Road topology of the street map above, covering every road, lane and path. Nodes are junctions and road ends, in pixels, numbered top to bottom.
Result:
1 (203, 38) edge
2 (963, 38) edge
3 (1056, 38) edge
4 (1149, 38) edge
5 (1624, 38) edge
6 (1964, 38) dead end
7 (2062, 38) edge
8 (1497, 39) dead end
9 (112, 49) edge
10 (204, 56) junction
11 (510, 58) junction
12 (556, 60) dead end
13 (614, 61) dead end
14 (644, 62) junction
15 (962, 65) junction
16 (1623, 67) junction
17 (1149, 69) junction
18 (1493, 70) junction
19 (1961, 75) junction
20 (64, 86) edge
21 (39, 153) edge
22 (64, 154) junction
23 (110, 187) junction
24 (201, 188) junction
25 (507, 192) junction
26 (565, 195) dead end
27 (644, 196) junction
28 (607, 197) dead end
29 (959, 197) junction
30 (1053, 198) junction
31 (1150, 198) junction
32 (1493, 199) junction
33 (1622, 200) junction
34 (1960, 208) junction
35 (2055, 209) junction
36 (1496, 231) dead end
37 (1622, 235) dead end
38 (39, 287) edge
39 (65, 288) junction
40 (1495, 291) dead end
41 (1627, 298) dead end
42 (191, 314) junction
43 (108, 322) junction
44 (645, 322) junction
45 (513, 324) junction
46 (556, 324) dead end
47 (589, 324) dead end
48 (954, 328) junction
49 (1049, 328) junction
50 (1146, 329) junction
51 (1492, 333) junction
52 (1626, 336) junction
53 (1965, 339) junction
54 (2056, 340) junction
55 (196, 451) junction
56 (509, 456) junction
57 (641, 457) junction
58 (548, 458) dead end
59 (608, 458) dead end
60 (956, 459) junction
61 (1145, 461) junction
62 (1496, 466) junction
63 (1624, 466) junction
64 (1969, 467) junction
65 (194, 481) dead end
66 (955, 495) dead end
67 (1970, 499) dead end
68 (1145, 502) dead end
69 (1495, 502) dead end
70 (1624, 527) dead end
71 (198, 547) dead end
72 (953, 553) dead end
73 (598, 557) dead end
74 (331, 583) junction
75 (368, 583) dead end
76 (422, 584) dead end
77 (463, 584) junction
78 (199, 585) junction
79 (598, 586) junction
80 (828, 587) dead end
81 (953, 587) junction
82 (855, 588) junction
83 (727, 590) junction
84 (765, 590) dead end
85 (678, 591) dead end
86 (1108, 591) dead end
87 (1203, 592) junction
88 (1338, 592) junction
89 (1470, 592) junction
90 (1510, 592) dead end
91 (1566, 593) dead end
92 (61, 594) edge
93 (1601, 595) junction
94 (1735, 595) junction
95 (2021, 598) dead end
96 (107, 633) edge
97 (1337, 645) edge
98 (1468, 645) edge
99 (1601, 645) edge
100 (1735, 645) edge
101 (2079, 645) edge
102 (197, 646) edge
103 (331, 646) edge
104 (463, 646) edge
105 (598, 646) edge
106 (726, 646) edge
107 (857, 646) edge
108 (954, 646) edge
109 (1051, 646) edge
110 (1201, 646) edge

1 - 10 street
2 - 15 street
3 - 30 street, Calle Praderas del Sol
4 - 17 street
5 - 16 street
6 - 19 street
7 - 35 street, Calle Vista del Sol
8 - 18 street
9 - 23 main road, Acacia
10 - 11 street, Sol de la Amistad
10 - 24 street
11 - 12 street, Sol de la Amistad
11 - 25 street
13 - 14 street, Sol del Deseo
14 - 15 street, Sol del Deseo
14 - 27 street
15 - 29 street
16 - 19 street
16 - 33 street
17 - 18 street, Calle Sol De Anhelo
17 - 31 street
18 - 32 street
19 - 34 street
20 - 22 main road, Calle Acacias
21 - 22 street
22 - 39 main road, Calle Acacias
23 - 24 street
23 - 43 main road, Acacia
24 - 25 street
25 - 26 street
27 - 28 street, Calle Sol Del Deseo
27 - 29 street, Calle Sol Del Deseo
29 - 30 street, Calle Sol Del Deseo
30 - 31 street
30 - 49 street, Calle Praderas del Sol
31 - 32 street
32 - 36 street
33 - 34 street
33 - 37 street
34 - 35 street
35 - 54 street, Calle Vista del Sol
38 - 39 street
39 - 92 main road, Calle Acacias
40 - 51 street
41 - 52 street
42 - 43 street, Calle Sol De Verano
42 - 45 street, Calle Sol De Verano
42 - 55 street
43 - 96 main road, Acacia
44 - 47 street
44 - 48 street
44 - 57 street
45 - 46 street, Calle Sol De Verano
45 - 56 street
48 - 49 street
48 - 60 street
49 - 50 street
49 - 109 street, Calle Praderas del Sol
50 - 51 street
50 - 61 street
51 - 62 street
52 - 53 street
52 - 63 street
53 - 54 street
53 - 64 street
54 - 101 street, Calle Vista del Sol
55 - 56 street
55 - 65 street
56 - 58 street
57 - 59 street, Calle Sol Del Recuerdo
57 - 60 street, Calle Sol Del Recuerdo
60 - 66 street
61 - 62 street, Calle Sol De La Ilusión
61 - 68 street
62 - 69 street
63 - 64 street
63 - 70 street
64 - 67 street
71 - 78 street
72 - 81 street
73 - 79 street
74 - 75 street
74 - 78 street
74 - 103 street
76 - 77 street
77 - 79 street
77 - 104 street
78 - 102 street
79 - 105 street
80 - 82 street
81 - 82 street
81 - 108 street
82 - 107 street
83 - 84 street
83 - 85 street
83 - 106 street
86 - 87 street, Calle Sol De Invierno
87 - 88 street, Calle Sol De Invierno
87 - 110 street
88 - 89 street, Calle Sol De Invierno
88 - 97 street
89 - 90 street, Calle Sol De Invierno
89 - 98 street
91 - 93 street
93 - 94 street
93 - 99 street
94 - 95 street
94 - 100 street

----------------

Every record above should be written out exactly.

→ Answer section
Road topology of the street map above, covering every road, lane and path. Nodes are junctions and road ends, in pixels, numbered top to bottom.
Result:
1 (203, 38) edge
2 (963, 38) edge
3 (1056, 38) edge
4 (1149, 38) edge
5 (1624, 38) edge
6 (1964, 38) dead end
7 (2062, 38) edge
8 (1497, 39) dead end
9 (112, 49) edge
10 (204, 56) junction
11 (510, 58) junction
12 (556, 60) dead end
13 (614, 61) dead end
14 (644, 62) junction
15 (962, 65) junction
16 (1623, 67) junction
17 (1149, 69) junction
18 (1493, 70) junction
19 (1961, 75) junction
20 (64, 86) edge
21 (39, 153) edge
22 (64, 154) junction
23 (110, 187) junction
24 (201, 188) junction
25 (507, 192) junction
26 (565, 195) dead end
27 (644, 196) junction
28 (607, 197) dead end
29 (959, 197) junction
30 (1053, 198) junction
31 (1150, 198) junction
32 (1493, 199) junction
33 (1622, 200) junction
34 (1960, 208) junction
35 (2055, 209) junction
36 (1496, 231) dead end
37 (1622, 235) dead end
38 (39, 287) edge
39 (65, 288) junction
40 (1495, 291) dead end
41 (1627, 298) dead end
42 (191, 314) junction
43 (108, 322) junction
44 (645, 322) junction
45 (513, 324) junction
46 (556, 324) dead end
47 (589, 324) dead end
48 (954, 328) junction
49 (1049, 328) junction
50 (1146, 329) junction
51 (1492, 333) junction
52 (1626, 336) junction
53 (1965, 339) junction
54 (2056, 340) junction
55 (196, 451) junction
56 (509, 456) junction
57 (641, 457) junction
58 (548, 458) dead end
59 (608, 458) dead end
60 (956, 459) junction
61 (1145, 461) junction
62 (1496, 466) junction
63 (1624, 466) junction
64 (1969, 467) junction
65 (194, 481) dead end
66 (955, 495) dead end
67 (1970, 499) dead end
68 (1145, 502) dead end
69 (1495, 502) dead end
70 (1624, 527) dead end
71 (198, 547) dead end
72 (953, 553) dead end
73 (598, 557) dead end
74 (331, 583) junction
75 (368, 583) dead end
76 (422, 584) dead end
77 (463, 584) junction
78 (199, 585) junction
79 (598, 586) junction
80 (828, 587) dead end
81 (953, 587) junction
82 (855, 588) junction
83 (727, 590) junction
84 (765, 590) dead end
85 (678, 591) dead end
86 (1108, 591) dead end
87 (1203, 592) junction
88 (1338, 592) junction
89 (1470, 592) junction
90 (1510, 592) dead end
91 (1566, 593) dead end
92 (61, 594) edge
93 (1601, 595) junction
94 (1735, 595) junction
95 (2021, 598) dead end
96 (107, 633) edge
97 (1337, 645) edge
98 (1468, 645) edge
99 (1601, 645) edge
100 (1735, 645) edge
101 (2079, 645) edge
102 (197, 646) edge
103 (331, 646) edge
104 (463, 646) edge
105 (598, 646) edge
106 (726, 646) edge
107 (857, 646) edge
108 (954, 646) edge
109 (1051, 646) edge
110 (1201, 646) edge

1 - 10 street
2 - 15 street
3 - 30 street, Calle Praderas del Sol
4 - 17 street
5 - 16 street
6 - 19 street
7 - 35 street, Calle Vista del Sol
8 - 18 street
9 - 23 main road, Acacia
10 - 11 street, Sol de la Amistad
10 - 24 street
11 - 12 street, Sol de la Amistad
11 - 25 street
13 - 14 street, Sol del Deseo
14 - 15 street, Sol del Deseo
14 - 27 street
15 - 29 street
16 - 19 street
16 - 33 street
17 - 18 street, Calle Sol De Anhelo
17 - 31 street
18 - 32 street
19 - 34 street
20 - 22 main road, Calle Acacias
21 - 22 street
22 - 39 main road, Calle Acacias
23 - 24 street
23 - 43 main road, Acacia
24 - 25 street
25 - 26 street
27 - 28 street, Calle Sol Del Deseo
27 - 29 street, Calle Sol Del Deseo
29 - 30 street, Calle Sol Del Deseo
30 - 31 street
30 - 49 street, Calle Praderas del Sol
31 - 32 street
32 - 36 street
33 - 34 street
33 - 37 street
34 - 35 street
35 - 54 street, Calle Vista del Sol
38 - 39 street
39 - 92 main road, Calle Acacias
40 - 51 street
41 - 52 street
42 - 43 street, Calle Sol De Verano
42 - 45 street, Calle Sol De Verano
42 - 55 street
43 - 96 main road, Acacia
44 - 47 street
44 - 48 street
44 - 57 street
45 - 46 street, Calle Sol De Verano
45 - 56 street
48 - 49 street
48 - 60 street
49 - 50 street
49 - 109 street, Calle Praderas del Sol
50 - 51 street
50 - 61 street
51 - 62 street
52 - 53 street
52 - 63 street
53 - 54 street
53 - 64 street
54 - 101 street, Calle Vista del Sol
55 - 56 street
55 - 65 street
56 - 58 street
57 - 59 street, Calle Sol Del Recuerdo
57 - 60 street, Calle Sol Del Recuerdo
60 - 66 street
61 - 62 street, Calle Sol De La Ilusión
61 - 68 street
62 - 69 street
63 - 64 street
63 - 70 street
64 - 67 street
71 - 78 street
72 - 81 street
73 - 79 street
74 - 75 street
74 - 78 street
74 - 103 street
76 - 77 street
77 - 79 street
77 - 104 street
78 - 102 street
79 - 105 street
80 - 82 street
81 - 82 street
81 - 108 street
82 - 107 street
83 - 84 street
83 - 85 street
83 - 106 street
86 - 87 street, Calle Sol De Invierno
87 - 88 street, Calle Sol De Invierno
87 - 110 street
88 - 89 street, Calle Sol De Invierno
88 - 97 street
89 - 90 street, Calle Sol De Invierno
89 - 98 street
91 - 93 street
93 - 94 street
93 - 99 street
94 - 95 street
94 - 100 street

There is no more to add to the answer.